= What to produce =
Make an exact copy of the records, and keep the pictures out of it.

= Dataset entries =
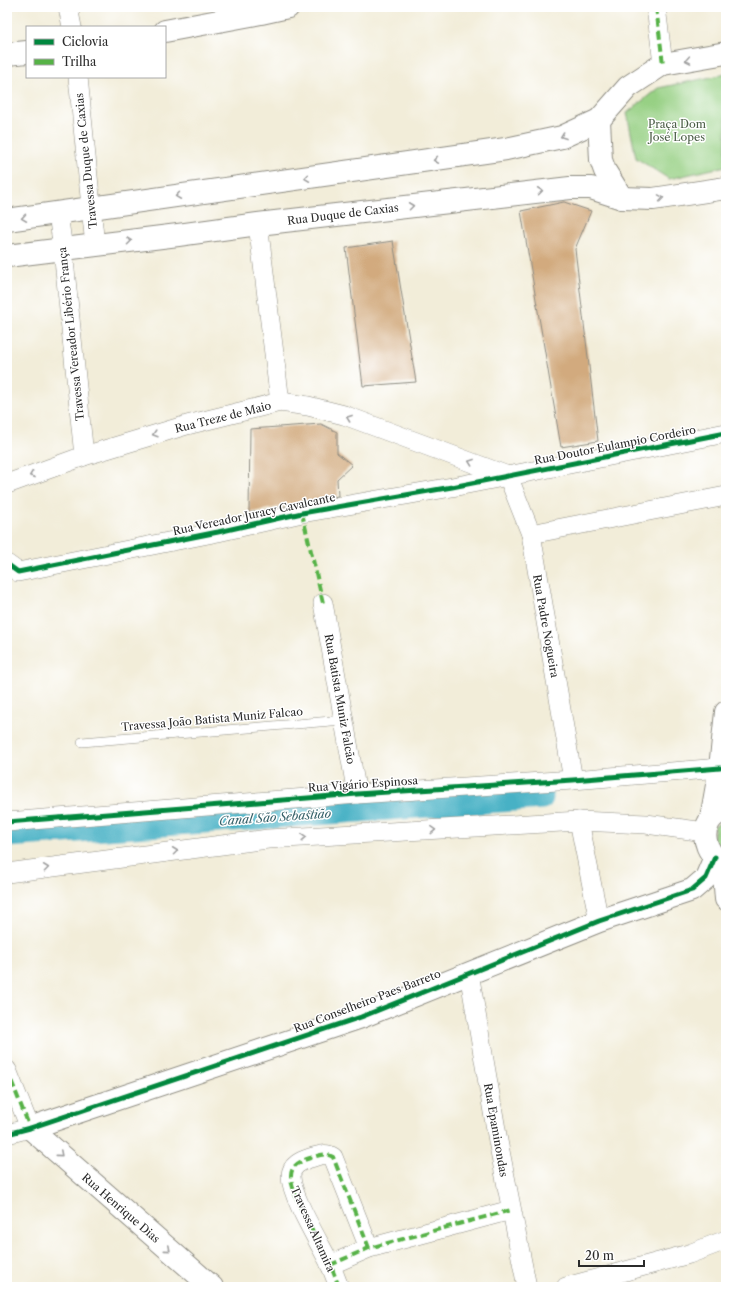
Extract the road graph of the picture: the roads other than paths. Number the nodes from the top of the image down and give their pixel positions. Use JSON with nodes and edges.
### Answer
{"nodes":[{"id":1,"x":68,"y":7,"type":"edge"},
{"id":2,"x":288,"y":7,"type":"edge"},
{"id":3,"x":656,"y":7,"type":"edge"},
{"id":4,"x":72,"y":26,"type":"edge"},
{"id":5,"x":166,"y":30,"type":"edge"},
{"id":6,"x":26,"y":52,"type":"edge"},
{"id":7,"x":726,"y":53,"type":"edge"},
{"id":8,"x":7,"y":54,"type":"edge"},
{"id":9,"x":663,"y":64,"type":"junction"},
{"id":10,"x":78,"y":78,"type":"edge"},
{"id":11,"x":599,"y":120,"type":"junction"},
{"id":12,"x":726,"y":188,"type":"edge"},
{"id":13,"x":622,"y":198,"type":"junction"},
{"id":14,"x":91,"y":208,"type":"junction"},
{"id":15,"x":58,"y":213,"type":"junction"},
{"id":16,"x":7,"y":220,"type":"edge"},
{"id":17,"x":258,"y":224,"type":"junction"},
{"id":18,"x":95,"y":246,"type":"junction"},
{"id":19,"x":63,"y":250,"type":"junction"},
{"id":20,"x":7,"y":256,"type":"edge"},
{"id":21,"x":280,"y":402,"type":"junction"},
{"id":22,"x":726,"y":433,"type":"edge"},
{"id":23,"x":84,"y":456,"type":"junction"},
{"id":24,"x":508,"y":476,"type":"junction"},
{"id":25,"x":7,"y":484,"type":"edge"},
{"id":26,"x":726,"y":496,"type":"edge"},
{"id":27,"x":531,"y":534,"type":"junction"},
{"id":28,"x":7,"y":564,"type":"edge"},
{"id":29,"x":323,"y":603,"type":"dead end"},
{"id":30,"x":726,"y":712,"type":"edge"},
{"id":31,"x":343,"y":720,"type":"junction"},
{"id":32,"x":82,"y":742,"type":"dead end"},
{"id":33,"x":723,"y":774,"type":"edge"},
{"id":34,"x":572,"y":780,"type":"junction"},
{"id":35,"x":357,"y":794,"type":"junction"},
{"id":36,"x":714,"y":820,"type":"edge"},
{"id":37,"x":579,"y":821,"type":"junction"},
{"id":38,"x":7,"y":822,"type":"edge"},
{"id":39,"x":722,"y":861,"type":"edge"},
{"id":40,"x":7,"y":873,"type":"edge"},
{"id":41,"x":726,"y":899,"type":"edge"},
{"id":42,"x":599,"y":921,"type":"junction"},
{"id":43,"x":469,"y":973,"type":"junction"},
{"id":44,"x":7,"y":1070,"type":"edge"},
{"id":45,"x":30,"y":1128,"type":"junction"},
{"id":46,"x":7,"y":1134,"type":"edge"},
{"id":47,"x":511,"y":1210,"type":"junction"},
{"id":48,"x":726,"y":1240,"type":"edge"},
{"id":49,"x":369,"y":1248,"type":"junction"},
{"id":50,"x":330,"y":1265,"type":"junction"},
{"id":51,"x":212,"y":1287,"type":"edge"},
{"id":52,"x":339,"y":1287,"type":"edge"},
{"id":53,"x":527,"y":1287,"type":"edge"},
{"id":54,"x":566,"y":1287,"type":"edge"}],
"edges":[{"from":1,"to":4,"type":"street"},
{"from":2,"to":5,"type":"main road"},
{"from":3,"to":9,"type":"street"},
{"from":6,"to":8,"type":"main road"},
{"from":7,"to":9,"type":"main road","one_way":true},
{"from":9,"to":11,"type":"main road"},
{"from":10,"to":14,"type":"street","name":"Travessa Duque de Caxias"},
{"from":11,"to":13,"type":"main road"},
{"from":11,"to":14,"type":"main road","one_way":true},
{"from":13,"to":12,"type":"main road","one_way":true},
{"from":17,"to":13,"type":"main road","name":"Rua Duque de Caxias","one_way":true},
{"from":14,"to":15,"type":"main road"},
{"from":14,"to":18,"type":"street","name":"Travessa Duque de Caxias"},
{"from":15,"to":16,"type":"main road","one_way":true},
{"from":15,"to":19,"type":"street","name":"Travessa Vereador Libério França"},
{"from":18,"to":17,"type":"main road","name":"Rua Duque de Caxias","one_way":true},
{"from":17,"to":21,"type":"street"},
{"from":18,"to":19,"type":"main road","name":"Rua Duque de Caxias"},
{"from":19,"to":20,"type":"main road","name":"Rua Duque de Caxias"},
{"from":19,"to":23,"type":"street","name":"Travessa Vereador Libério França"},
{"from":21,"to":23,"type":"street","name":"Rua Treze de Maio","one_way":true},
{"from":24,"to":21,"type":"street","name":"Rua Treze de Maio","one_way":true},
{"from":22,"to":24,"type":"street","name":"Rua Doutor Eulampio Cordeiro"},
{"from":23,"to":25,"type":"street","name":"Rua Treze de Maio","one_way":true},
{"from":24,"to":27,"type":"street","name":"Rua Padre Nogueira"},
{"from":24,"to":28,"type":"street","name":"Rua Vereador Juracy Cavalcante"},
{"from":26,"to":27,"type":"street"},
{"from":27,"to":34,"type":"street","name":"Rua Padre Nogueira"},
{"from":29,"to":31,"type":"street","name":"Rua Batista Muniz Falcão"},
{"from":30,"to":33,"type":"main road"},
{"from":31,"to":32,"type":"lane","name":"Travessa João Batista Muniz Falcao"},
{"from":31,"to":35,"type":"street","name":"Rua Batista Muniz Falcão"},
{"from":33,"to":34,"type":"street","name":"Rua Vigário Espinosa"},
{"from":33,"to":36,"type":"main road"},
{"from":34,"to":35,"type":"street","name":"Rua Vigário Espinosa"},
{"from":35,"to":38,"type":"street","name":"Rua Vigário Espinosa"},
{"from":36,"to":37,"type":"street"},
{"from":36,"to":39,"type":"main road"},
{"from":40,"to":37,"type":"street","one_way":true},
{"from":37,"to":42,"type":"street"},
{"from":39,"to":41,"type":"main road"},
{"from":39,"to":42,"type":"main road","name":"Rua Conselheiro Paes Barreto"},
{"from":42,"to":43,"type":"main road","name":"Rua Conselheiro Paes Barreto"},
{"from":43,"to":45,"type":"main road","name":"Rua Conselheiro Paes Barreto"},
{"from":43,"to":47,"type":"street","name":"Rua Epaminondas"},
{"from":44,"to":45,"type":"street"},
{"from":45,"to":46,"type":"street","name":"Rua Conselheiro Paes Barreto"},
{"from":45,"to":51,"type":"main road","name":"Rua Henrique Dias","one_way":true},
{"from":47,"to":49,"type":"street"},
{"from":47,"to":53,"type":"street","name":"Rua Epaminondas"},
{"from":48,"to":54,"type":"street"},
{"from":49,"to":50,"type":"street"},
{"from":49,"to":50,"type":"street","name":"Travessa Altamira"},
{"from":50,"to":52,"type":"street","name":"Travessa Altamira"}]}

= Your response =
Extract the road graph of the picture: the roads other than paths. Number the nodes from the top of the image down and give their pixel positions. Use JSON with nodes and edges.
### Answer
{"nodes":[{"id":1,"x":68,"y":7,"type":"edge"},
{"id":2,"x":288,"y":7,"type":"edge"},
{"id":3,"x":656,"y":7,"type":"edge"},
{"id":4,"x":72,"y":26,"type":"edge"},
{"id":5,"x":166,"y":30,"type":"edge"},
{"id":6,"x":26,"y":52,"type":"edge"},
{"id":7,"x":726,"y":53,"type":"edge"},
{"id":8,"x":7,"y":54,"type":"edge"},
{"id":9,"x":663,"y":64,"type":"junction"},
{"id":10,"x":78,"y":78,"type":"edge"},
{"id":11,"x":599,"y":120,"type":"junction"},
{"id":12,"x":726,"y":188,"type":"edge"},
{"id":13,"x":622,"y":198,"type":"junction"},
{"id":14,"x":91,"y":208,"type":"junction"},
{"id":15,"x":58,"y":213,"type":"junction"},
{"id":16,"x":7,"y":220,"type":"edge"},
{"id":17,"x":258,"y":224,"type":"junction"},
{"id":18,"x":95,"y":246,"type":"junction"},
{"id":19,"x":63,"y":250,"type":"junction"},
{"id":20,"x":7,"y":256,"type":"edge"},
{"id":21,"x":280,"y":402,"type":"junction"},
{"id":22,"x":726,"y":433,"type":"edge"},
{"id":23,"x":84,"y":456,"type":"junction"},
{"id":24,"x":508,"y":476,"type":"junction"},
{"id":25,"x":7,"y":484,"type":"edge"},
{"id":26,"x":726,"y":496,"type":"edge"},
{"id":27,"x":531,"y":534,"type":"junction"},
{"id":28,"x":7,"y":564,"type":"edge"},
{"id":29,"x":323,"y":603,"type":"dead end"},
{"id":30,"x":726,"y":712,"type":"edge"},
{"id":31,"x":343,"y":720,"type":"junction"},
{"id":32,"x":82,"y":742,"type":"dead end"},
{"id":33,"x":723,"y":774,"type":"edge"},
{"id":34,"x":572,"y":780,"type":"junction"},
{"id":35,"x":357,"y":794,"type":"junction"},
{"id":36,"x":714,"y":820,"type":"edge"},
{"id":37,"x":579,"y":821,"type":"junction"},
{"id":38,"x":7,"y":822,"type":"edge"},
{"id":39,"x":722,"y":861,"type":"edge"},
{"id":40,"x":7,"y":873,"type":"edge"},
{"id":41,"x":726,"y":899,"type":"edge"},
{"id":42,"x":599,"y":921,"type":"junction"},
{"id":43,"x":469,"y":973,"type":"junction"},
{"id":44,"x":7,"y":1070,"type":"edge"},
{"id":45,"x":30,"y":1128,"type":"junction"},
{"id":46,"x":7,"y":1134,"type":"edge"},
{"id":47,"x":511,"y":1210,"type":"junction"},
{"id":48,"x":726,"y":1240,"type":"edge"},
{"id":49,"x":369,"y":1248,"type":"junction"},
{"id":50,"x":330,"y":1265,"type":"junction"},
{"id":51,"x":212,"y":1287,"type":"edge"},
{"id":52,"x":339,"y":1287,"type":"edge"},
{"id":53,"x":527,"y":1287,"type":"edge"},
{"id":54,"x":566,"y":1287,"type":"edge"}],
"edges":[{"from":1,"to":4,"type":"street"},
{"from":2,"to":5,"type":"main road"},
{"from":3,"to":9,"type":"street"},
{"from":6,"to":8,"type":"main road"},
{"from":7,"to":9,"type":"main road","one_way":true},
{"from":9,"to":11,"type":"main road"},
{"from":10,"to":14,"type":"street","name":"Travessa Duque de Caxias"},
{"from":11,"to":13,"type":"main road"},
{"from":11,"to":14,"type":"main road","one_way":true},
{"from":13,"to":12,"type":"main road","one_way":true},
{"from":17,"to":13,"type":"main road","name":"Rua Duque de Caxias","one_way":true},
{"from":14,"to":15,"type":"main road"},
{"from":14,"to":18,"type":"street","name":"Travessa Duque de Caxias"},
{"from":15,"to":16,"type":"main road","one_way":true},
{"from":15,"to":19,"type":"street","name":"Travessa Vereador Libério França"},
{"from":18,"to":17,"type":"main road","name":"Rua Duque de Caxias","one_way":true},
{"from":17,"to":21,"type":"street"},
{"from":18,"to":19,"type":"main road","name":"Rua Duque de Caxias"},
{"from":19,"to":20,"type":"main road","name":"Rua Duque de Caxias"},
{"from":19,"to":23,"type":"street","name":"Travessa Vereador Libério França"},
{"from":21,"to":23,"type":"street","name":"Rua Treze de Maio","one_way":true},
{"from":24,"to":21,"type":"street","name":"Rua Treze de Maio","one_way":true},
{"from":22,"to":24,"type":"street","name":"Rua Doutor Eulampio Cordeiro"},
{"from":23,"to":25,"type":"street","name":"Rua Treze de Maio","one_way":true},
{"from":24,"to":27,"type":"street","name":"Rua Padre Nogueira"},
{"from":24,"to":28,"type":"street","name":"Rua Vereador Juracy Cavalcante"},
{"from":26,"to":27,"type":"street"},
{"from":27,"to":34,"type":"street","name":"Rua Padre Nogueira"},
{"from":29,"to":31,"type":"street","name":"Rua Batista Muniz Falcão"},
{"from":30,"to":33,"type":"main road"},
{"from":31,"to":32,"type":"lane","name":"Travessa João Batista Muniz Falcao"},
{"from":31,"to":35,"type":"street","name":"Rua Batista Muniz Falcão"},
{"from":33,"to":34,"type":"street","name":"Rua Vigário Espinosa"},
{"from":33,"to":36,"type":"main road"},
{"from":34,"to":35,"type":"street","name":"Rua Vigário Espinosa"},
{"from":35,"to":38,"type":"street","name":"Rua Vigário Espinosa"},
{"from":36,"to":37,"type":"street"},
{"from":36,"to":39,"type":"main road"},
{"from":40,"to":37,"type":"street","one_way":true},
{"from":37,"to":42,"type":"street"},
{"from":39,"to":41,"type":"main road"},
{"from":39,"to":42,"type":"main road","name":"Rua Conselheiro Paes Barreto"},
{"from":42,"to":43,"type":"main road","name":"Rua Conselheiro Paes Barreto"},
{"from":43,"to":45,"type":"main road","name":"Rua Conselheiro Paes Barreto"},
{"from":43,"to":47,"type":"street","name":"Rua Epaminondas"},
{"from":44,"to":45,"type":"street"},
{"from":45,"to":46,"type":"street","name":"Rua Conselheiro Paes Barreto"},
{"from":45,"to":51,"type":"main road","name":"Rua Henrique Dias","one_way":true},
{"from":47,"to":49,"type":"street"},
{"from":47,"to":53,"type":"street","name":"Rua Epaminondas"},
{"from":48,"to":54,"type":"street"},
{"from":49,"to":50,"type":"street"},
{"from":49,"to":50,"type":"street","name":"Travessa Altamira"},
{"from":50,"to":52,"type":"street","name":"Travessa Altamira"}]}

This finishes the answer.